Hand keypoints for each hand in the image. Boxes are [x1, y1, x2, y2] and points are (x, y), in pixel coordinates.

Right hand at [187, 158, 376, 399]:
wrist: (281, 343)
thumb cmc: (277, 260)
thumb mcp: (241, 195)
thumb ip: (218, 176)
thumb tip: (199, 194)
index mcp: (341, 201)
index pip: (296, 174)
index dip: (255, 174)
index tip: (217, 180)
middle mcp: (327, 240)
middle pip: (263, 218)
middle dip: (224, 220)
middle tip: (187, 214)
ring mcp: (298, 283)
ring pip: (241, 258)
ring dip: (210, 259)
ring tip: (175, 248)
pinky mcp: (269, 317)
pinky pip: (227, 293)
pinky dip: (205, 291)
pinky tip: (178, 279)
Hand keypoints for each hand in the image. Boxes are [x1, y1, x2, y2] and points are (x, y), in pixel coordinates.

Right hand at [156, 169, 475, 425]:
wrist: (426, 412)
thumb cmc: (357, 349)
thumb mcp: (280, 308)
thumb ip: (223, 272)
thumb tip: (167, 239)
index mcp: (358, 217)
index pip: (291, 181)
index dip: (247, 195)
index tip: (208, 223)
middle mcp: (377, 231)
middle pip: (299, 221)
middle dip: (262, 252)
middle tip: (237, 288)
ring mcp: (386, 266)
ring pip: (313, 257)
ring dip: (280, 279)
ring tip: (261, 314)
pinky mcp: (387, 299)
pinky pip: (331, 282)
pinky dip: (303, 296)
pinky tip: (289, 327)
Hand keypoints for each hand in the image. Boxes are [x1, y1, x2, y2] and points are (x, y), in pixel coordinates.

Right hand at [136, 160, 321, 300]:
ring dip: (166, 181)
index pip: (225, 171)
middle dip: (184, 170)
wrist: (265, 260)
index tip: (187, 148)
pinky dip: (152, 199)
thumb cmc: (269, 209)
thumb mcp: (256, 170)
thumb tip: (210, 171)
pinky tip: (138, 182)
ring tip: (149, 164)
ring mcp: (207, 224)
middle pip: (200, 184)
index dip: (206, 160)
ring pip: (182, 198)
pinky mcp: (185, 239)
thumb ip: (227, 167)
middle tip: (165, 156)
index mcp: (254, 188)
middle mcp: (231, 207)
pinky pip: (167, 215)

§ Exercise aim
The line with "index tip: (217, 180)" is the last to include; transcribe exactly every line from the top of the material above down to it.

§ Finished task
Hand keypoints for each hand in the image. Boxes are [x1, y1, x2, y2] and points are (x, y), in pixel coordinates.

Right hand at [187, 158, 376, 399]:
wrist: (281, 343)
thumb cmc: (277, 260)
thumb mcp: (241, 195)
thumb ip: (218, 176)
thumb tip: (199, 194)
index mcp: (341, 201)
index pip: (296, 174)
index dip: (255, 174)
index tip: (217, 180)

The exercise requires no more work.